Of course you can use it to confirm that it was coffee someone wanted and not e.g. tea, and having the expression here illustrates that you can attach the question suffix -ko to nouns as well, not just verbs (+ pronouns, adjectives, numerals), but it is indeed not a very common expression.
Look, guys, if you're going to complain about how your English translation of kiitos isn't accepted, just report it if you think it's wrong. Tap or click the flag icon and select only "My answer should be accepted" (that is unless you also have something else to report). Besides, Duolingo isn't perfect.
Also, maybe someone like the course contributors or MODs will post something in the discussions someday. Who knows.
It might take some time before any issue might get fixed any time soon. It's not even a year old. Maybe the contributors are not continuing the course anymore. Or maybe because of Duolingo's new update about stopping the incubator program is preventing contributors from contributing.
Whatever the case, the complaint to fix these problems might only get fixed within an unreasonable time. Possibly.
Hello, Whenever I report, if I haven't already left a comment, I like to do so explaining why. in this situation I know it is repetitive, but I like to do so for clarity and consistency.
I, too, believe that "Yeah, Please" is a valid English translation as much as "Yeah thanks."
1) – Kahviko? – Joo. Kiitos. --> Correct answer: – A coffee? – Yeah. Thanks.
2) - A coffee? - Yes, please --> Correct answer: - Kahviko? - Kyllä, kiitos.
Duo is currently rigid on on the translation to "Thanks" in the first question, in spite of the example of the second question. The differences are the hint of informality in the first question and the full stop (period) after "Joo". This implies the "Kiitos", following the period, is a sort of afterthought - in case a bare "Joo" might be considered impolite. There are many examples in English where "Please" is supplied as an afterthought in just the same way as "Thanks".
The result is that every time this question comes around I am not trying to think what the best translation is but just what it is that Duo accepted last time. So the educational value of this rigidity is questionable.
Just my 2c (p) :)
In English it can be countable. You can have A coffee, A water or A milk. You can also ask for 2 coffees, 2 waters or 2 milks (containers or units of coffee, water or milk, but you don't usually SAY containers or units, it's understood). The issue is lack of consistency for "kiitos" sometimes please and sometimes thank you.
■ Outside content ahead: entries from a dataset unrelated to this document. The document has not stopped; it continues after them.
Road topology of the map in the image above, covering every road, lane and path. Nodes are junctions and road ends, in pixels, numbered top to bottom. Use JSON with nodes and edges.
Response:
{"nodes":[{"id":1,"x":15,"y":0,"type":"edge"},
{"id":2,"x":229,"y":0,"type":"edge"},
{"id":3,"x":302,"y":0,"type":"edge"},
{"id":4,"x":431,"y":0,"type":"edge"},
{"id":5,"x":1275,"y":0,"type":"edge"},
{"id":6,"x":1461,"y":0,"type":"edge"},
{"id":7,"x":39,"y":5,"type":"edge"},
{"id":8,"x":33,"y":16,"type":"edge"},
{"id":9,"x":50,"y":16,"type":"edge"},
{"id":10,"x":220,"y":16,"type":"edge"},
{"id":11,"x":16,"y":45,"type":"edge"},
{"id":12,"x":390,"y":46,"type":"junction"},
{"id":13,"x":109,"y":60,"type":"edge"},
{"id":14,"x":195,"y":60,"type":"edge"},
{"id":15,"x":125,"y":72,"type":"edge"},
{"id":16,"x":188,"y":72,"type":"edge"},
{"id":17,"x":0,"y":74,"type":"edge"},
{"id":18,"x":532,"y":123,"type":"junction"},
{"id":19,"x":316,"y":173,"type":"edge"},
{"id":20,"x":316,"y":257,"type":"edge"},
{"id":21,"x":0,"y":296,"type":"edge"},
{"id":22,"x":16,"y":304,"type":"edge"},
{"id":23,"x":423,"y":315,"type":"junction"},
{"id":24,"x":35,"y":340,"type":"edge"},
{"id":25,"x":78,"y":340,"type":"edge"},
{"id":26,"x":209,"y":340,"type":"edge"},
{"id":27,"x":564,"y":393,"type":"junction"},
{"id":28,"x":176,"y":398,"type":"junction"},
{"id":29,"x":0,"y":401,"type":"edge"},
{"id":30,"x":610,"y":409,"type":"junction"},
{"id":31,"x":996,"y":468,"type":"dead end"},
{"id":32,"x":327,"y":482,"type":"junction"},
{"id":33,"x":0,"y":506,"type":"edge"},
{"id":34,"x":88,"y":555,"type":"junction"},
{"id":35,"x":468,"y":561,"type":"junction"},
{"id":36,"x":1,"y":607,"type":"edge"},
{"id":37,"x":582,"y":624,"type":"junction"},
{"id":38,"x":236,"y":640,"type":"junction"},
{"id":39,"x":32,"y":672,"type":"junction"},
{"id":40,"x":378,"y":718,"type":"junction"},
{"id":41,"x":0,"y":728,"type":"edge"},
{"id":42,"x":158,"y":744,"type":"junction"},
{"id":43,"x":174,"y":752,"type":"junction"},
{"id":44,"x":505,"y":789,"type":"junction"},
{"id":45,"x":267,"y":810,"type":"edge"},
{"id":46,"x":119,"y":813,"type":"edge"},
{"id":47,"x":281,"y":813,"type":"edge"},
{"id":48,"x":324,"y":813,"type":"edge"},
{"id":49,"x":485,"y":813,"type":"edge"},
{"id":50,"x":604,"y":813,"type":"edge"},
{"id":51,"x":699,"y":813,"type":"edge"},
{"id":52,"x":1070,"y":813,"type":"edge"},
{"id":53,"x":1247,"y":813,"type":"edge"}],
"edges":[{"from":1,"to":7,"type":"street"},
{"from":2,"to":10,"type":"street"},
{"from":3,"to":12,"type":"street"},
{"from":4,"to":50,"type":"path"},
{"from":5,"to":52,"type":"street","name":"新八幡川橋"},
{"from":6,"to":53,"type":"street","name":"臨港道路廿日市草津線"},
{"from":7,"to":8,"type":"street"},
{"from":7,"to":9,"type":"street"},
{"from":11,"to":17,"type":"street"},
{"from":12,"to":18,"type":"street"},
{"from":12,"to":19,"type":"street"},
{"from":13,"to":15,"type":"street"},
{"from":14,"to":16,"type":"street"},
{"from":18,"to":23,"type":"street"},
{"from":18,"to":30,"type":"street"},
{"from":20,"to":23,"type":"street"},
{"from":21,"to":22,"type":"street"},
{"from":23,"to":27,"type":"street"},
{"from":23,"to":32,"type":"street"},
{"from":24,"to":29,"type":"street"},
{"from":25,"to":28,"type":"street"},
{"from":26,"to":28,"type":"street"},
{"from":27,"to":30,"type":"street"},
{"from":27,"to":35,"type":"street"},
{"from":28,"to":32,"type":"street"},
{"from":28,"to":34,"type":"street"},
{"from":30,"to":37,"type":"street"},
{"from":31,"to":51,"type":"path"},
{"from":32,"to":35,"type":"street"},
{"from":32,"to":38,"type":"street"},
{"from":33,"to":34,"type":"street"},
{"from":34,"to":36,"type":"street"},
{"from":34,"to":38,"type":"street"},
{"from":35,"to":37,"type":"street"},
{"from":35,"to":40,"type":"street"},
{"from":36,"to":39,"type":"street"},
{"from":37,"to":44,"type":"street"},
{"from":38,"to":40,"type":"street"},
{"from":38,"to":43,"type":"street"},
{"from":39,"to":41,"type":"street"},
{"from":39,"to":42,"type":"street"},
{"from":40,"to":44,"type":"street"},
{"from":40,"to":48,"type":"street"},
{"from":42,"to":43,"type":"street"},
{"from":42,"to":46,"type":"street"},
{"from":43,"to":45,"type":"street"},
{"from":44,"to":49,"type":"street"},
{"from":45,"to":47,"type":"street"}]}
In this case, the English translation can be both thanks and please. But i can understand why it is left out, as if it to avoid teaching people that 'kiitos' can be used in the same manner as 'please'.
I believe it is very similar to the Swedish 'tack' meaning 'thank you'. It would be translated to please in these situations as well.
But if you start using the Swedish 'tack' or the Finnish 'kiitos' in situations other than like in this type of formal demand/question, you'd probably use somethis else. Like 'är du snäll(?)' in Swedish.
It's sometimes different when you ask for something over the counter, I'd guess, compared to what you say at home.
I hope we learn that in Finnish as well soon. Assuming I am right.